KEY POINTS

  • Melania defended son Barron Trump following professor's insensitive joke
  • Barron was only 11 when his father assumed office
  • Chelsea Clinton has often defended Barron’s right to privacy

Donald and Melania Trump’s teenager Barron’s name is sometimes brought into political debates by virtue of being the president’s son. But Melania will not take it lying down when her son is being attacked.

In December 2019, Melania called out a constitutional law expert who referenced Barron to explain the limits of Trump’s powers as president, as per Express.co.uk.

Pamela S. Karlan was brought in during Trump's impeachment hearings on Capitol Hill, where she mentioned Barron while illustrating a difference between the president and a king. “The Constitution says there can be no titles of nobility, so while the President can name his son Barron, he can’t make him a baron,” she said.

The First Lady immediately took to Twitter to express her anger, and wrote: “A minor child deserves privacy and should be kept out of politics.

“Pamela Karlan, you should be ashamed of your very angry and obviously biased public pandering and using a child to do it.”

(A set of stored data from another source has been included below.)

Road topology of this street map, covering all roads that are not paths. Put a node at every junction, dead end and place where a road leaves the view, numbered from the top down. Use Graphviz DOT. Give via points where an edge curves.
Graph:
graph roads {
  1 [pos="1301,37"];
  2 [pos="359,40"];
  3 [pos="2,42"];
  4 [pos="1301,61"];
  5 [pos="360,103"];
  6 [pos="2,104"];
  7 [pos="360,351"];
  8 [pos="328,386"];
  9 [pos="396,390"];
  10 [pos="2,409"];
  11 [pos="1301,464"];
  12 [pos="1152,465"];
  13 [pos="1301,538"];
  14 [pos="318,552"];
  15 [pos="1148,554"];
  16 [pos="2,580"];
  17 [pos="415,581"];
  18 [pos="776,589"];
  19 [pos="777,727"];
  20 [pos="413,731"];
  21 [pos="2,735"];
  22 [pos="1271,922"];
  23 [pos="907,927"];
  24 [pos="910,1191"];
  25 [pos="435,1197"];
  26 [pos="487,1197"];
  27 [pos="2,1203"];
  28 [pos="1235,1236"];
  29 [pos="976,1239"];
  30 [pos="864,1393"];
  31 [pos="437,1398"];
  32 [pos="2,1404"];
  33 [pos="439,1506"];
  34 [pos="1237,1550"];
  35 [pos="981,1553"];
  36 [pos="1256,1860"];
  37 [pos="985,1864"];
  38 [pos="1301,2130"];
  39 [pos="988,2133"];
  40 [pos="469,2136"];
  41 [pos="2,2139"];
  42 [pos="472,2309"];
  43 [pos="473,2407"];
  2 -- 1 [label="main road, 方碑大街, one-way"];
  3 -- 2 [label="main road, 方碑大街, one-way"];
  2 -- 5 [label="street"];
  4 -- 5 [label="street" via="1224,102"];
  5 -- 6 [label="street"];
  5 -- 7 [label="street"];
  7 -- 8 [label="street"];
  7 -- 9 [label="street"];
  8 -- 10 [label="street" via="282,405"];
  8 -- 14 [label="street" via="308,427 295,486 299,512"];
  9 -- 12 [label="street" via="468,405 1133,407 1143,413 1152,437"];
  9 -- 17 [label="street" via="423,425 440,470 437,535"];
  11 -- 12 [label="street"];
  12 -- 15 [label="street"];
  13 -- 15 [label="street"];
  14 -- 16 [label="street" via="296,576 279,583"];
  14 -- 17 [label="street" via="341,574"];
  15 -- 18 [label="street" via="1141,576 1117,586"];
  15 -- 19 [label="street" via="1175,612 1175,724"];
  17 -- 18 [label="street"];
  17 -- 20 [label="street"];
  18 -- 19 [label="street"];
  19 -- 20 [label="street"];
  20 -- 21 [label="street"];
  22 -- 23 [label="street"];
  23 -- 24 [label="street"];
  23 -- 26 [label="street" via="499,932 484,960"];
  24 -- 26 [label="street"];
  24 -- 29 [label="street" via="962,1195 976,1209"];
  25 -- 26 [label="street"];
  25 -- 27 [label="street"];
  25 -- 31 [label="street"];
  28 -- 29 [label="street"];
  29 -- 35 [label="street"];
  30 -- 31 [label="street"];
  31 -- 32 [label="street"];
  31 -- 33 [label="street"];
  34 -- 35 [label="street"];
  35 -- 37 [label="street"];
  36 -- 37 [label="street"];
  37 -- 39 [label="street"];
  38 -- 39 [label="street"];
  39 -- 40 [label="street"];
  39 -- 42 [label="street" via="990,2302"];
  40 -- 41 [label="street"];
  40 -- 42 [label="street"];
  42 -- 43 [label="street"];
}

Karlan later apologised for her comment.

She said: “I want to apologise for what I said earlier about the President’s son, it was wrong of me to do that.

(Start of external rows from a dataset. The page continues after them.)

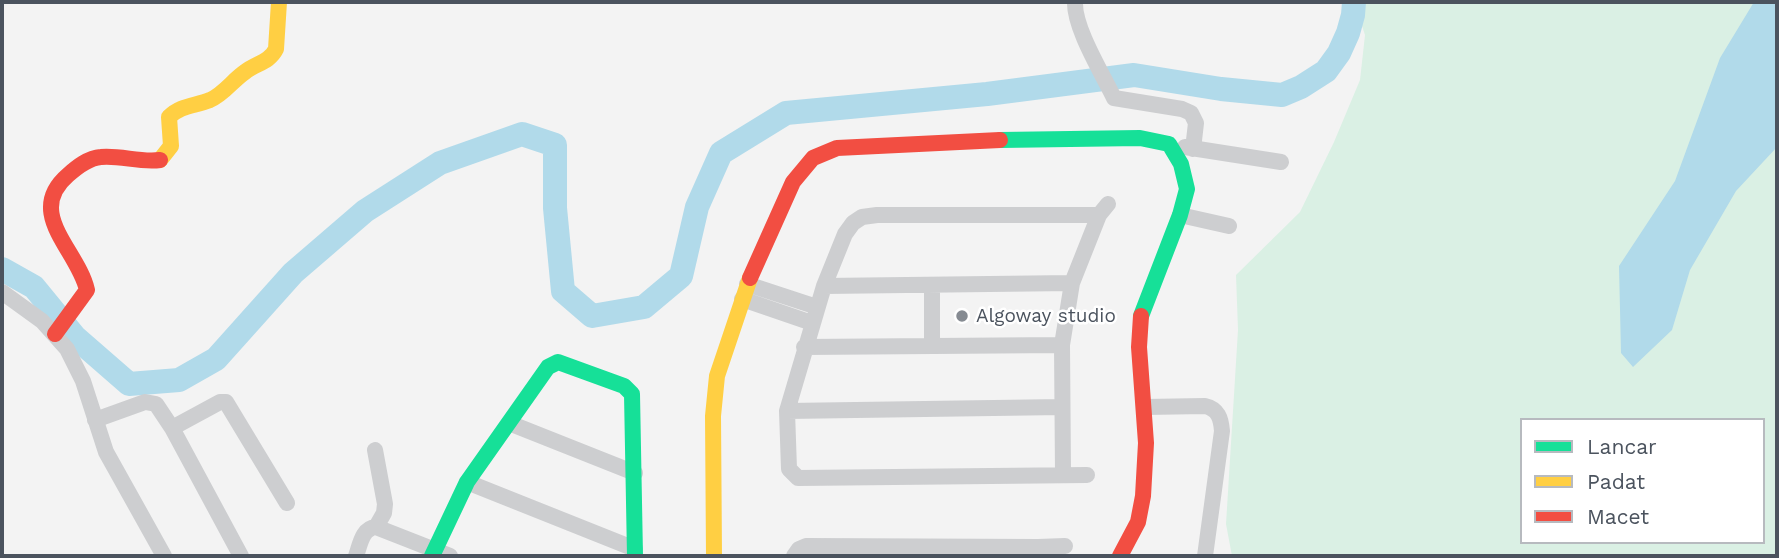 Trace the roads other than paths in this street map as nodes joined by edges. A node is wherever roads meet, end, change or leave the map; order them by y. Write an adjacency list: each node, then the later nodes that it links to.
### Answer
1 (279, 2): 15 (street)
2 (1075, 2): 4 (street)
3 (1168, 144): 4 (street); 6 (street); 11 (street)
4 (1193, 149): 5 (street)
5 (1281, 162)
6 (1180, 215): 7 (street); 20 (street)
7 (1229, 226)
8 (1072, 284): 9 (street); 10 (street); 16 (street)
9 (932, 285): 10 (street); 17 (street)
10 (824, 286): 13 (street)
11 (745, 291): 13 (street); 14 (street); 40 (street)
12 (2, 292): 15 (street)
13 (817, 307): 14 (street)
14 (812, 323): 18 (street)
15 (58, 330): 22 (street)
16 (1062, 345): 17 (street); 19 (street)
17 (932, 346): 18 (street)
18 (804, 347): 21 (street)
19 (1062, 407): 21 (street); 27 (street)
20 (1145, 407): 42 (street); 43 (street)
21 (787, 411): 27 (street)
22 (95, 420): 24 (street); 36 (street)
23 (509, 423): 26 (street); 26 (street); 29 (street)
24 (173, 428): 30 (street); 37 (street)
25 (375, 450): 31 (street)
26 (635, 473): 35 (street)
27 (1063, 474): 28 (street)
28 (1087, 475)
29 (467, 482): 34 (street); 35 (street)
30 (287, 503)
31 (376, 527): 34 (street); 38 (street)
32 (1065, 546): 33 (street)
33 (1035, 552): 41 (street)
34 (433, 553): 39 (street)
35 (635, 553)
36 (164, 556)
37 (241, 556)
38 (356, 556)
39 (450, 556)
40 (714, 556)
41 (794, 556)
42 (1120, 556)
43 (1205, 556) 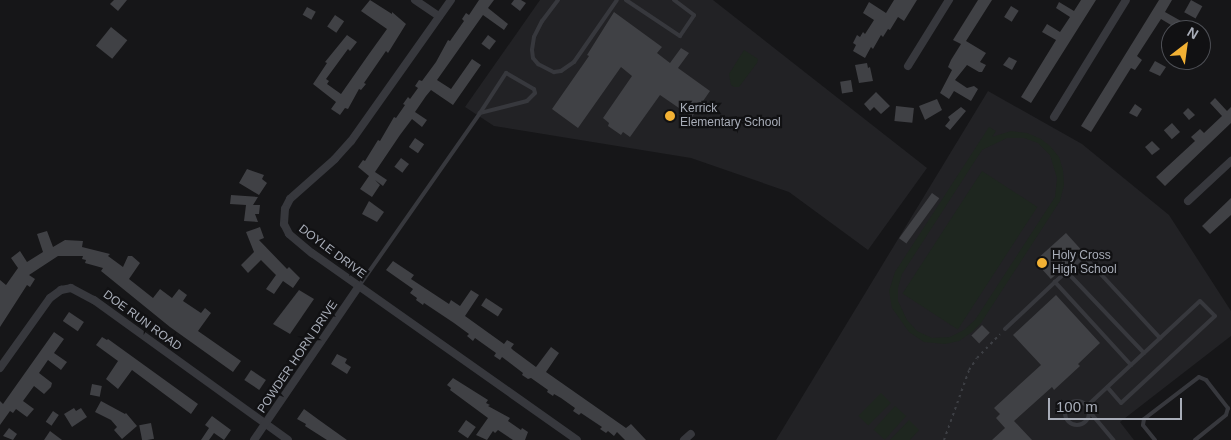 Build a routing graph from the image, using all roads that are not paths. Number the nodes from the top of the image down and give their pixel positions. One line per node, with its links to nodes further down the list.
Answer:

“I wish the President would apologise, obviously, for the things that he has said and done, but I do regret having said that,” she further added.

Ever since Trump assumed office in 2017, Barron has been at the receiving end of a lot of unwarranted criticism from the general public as well as media houses.

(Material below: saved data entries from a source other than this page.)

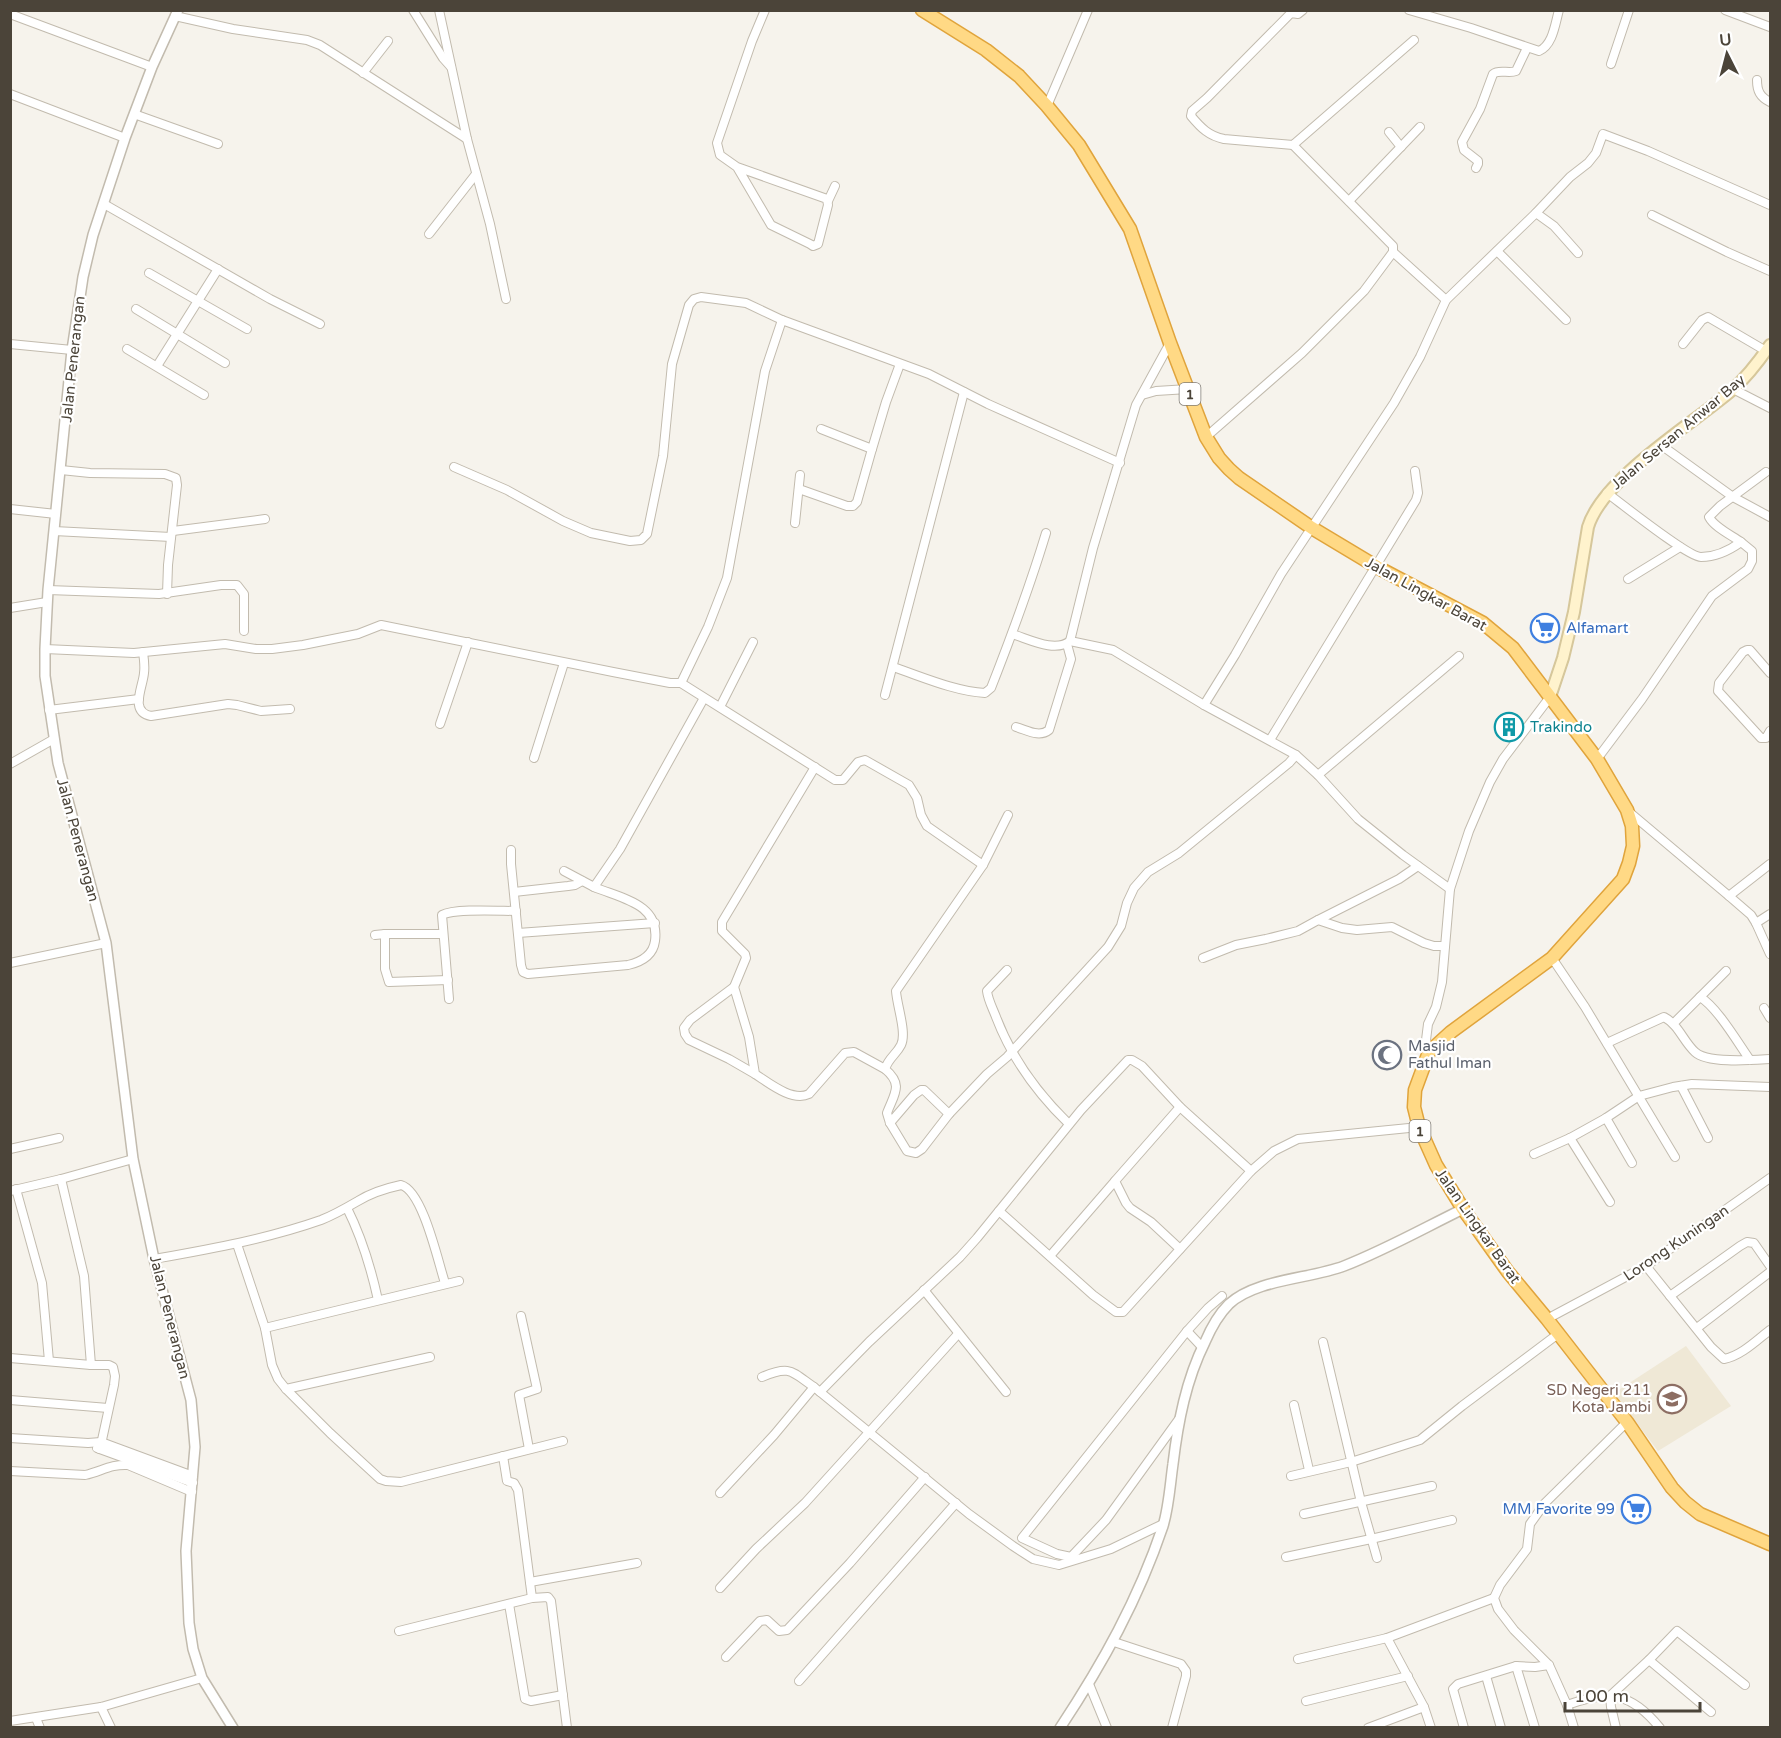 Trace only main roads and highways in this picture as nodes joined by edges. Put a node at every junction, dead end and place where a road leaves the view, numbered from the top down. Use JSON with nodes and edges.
{"nodes":[{"id":1,"x":922,"y":11,"type":"edge"},
{"id":2,"x":1768,"y":348,"type":"edge"},
{"id":3,"x":1550,"y":697,"type":"junction"},
{"id":4,"x":1769,"y":1541,"type":"edge"}],
"edges":[{"from":1,"to":3,"type":"highway","name":"Jalan Lingkar Barat","number":"1"},
{"from":2,"to":3,"type":"main road","name":"Jalan Sersan Anwar Bay"},
{"from":3,"to":4,"type":"highway","name":"Jalan Lingkar Barat","number":"1"}]}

In 2017, the Daily Caller, a conservative publication, criticised Barron for his choice of clothing, accusing the then 11-year-old of not "dressing like he is in the White House."

The publication argued that Barron was letting his family down by dressing casually.

The same year, Katie Rich, a Saturday Night Live writer who made fun of Barron, tweeting “Barron will be this country’s first homeschool [sic] shooter” was suspended from the programme. The writer later tweeted out an apology.

Besides Melania, former First Daughter Chelsea Clinton has defended Barron’s right to privacy, urging the media to let Barron enjoy the “private childhood he deserves”.

Chelsea was only 12 when her father Bill Clinton was elected as president.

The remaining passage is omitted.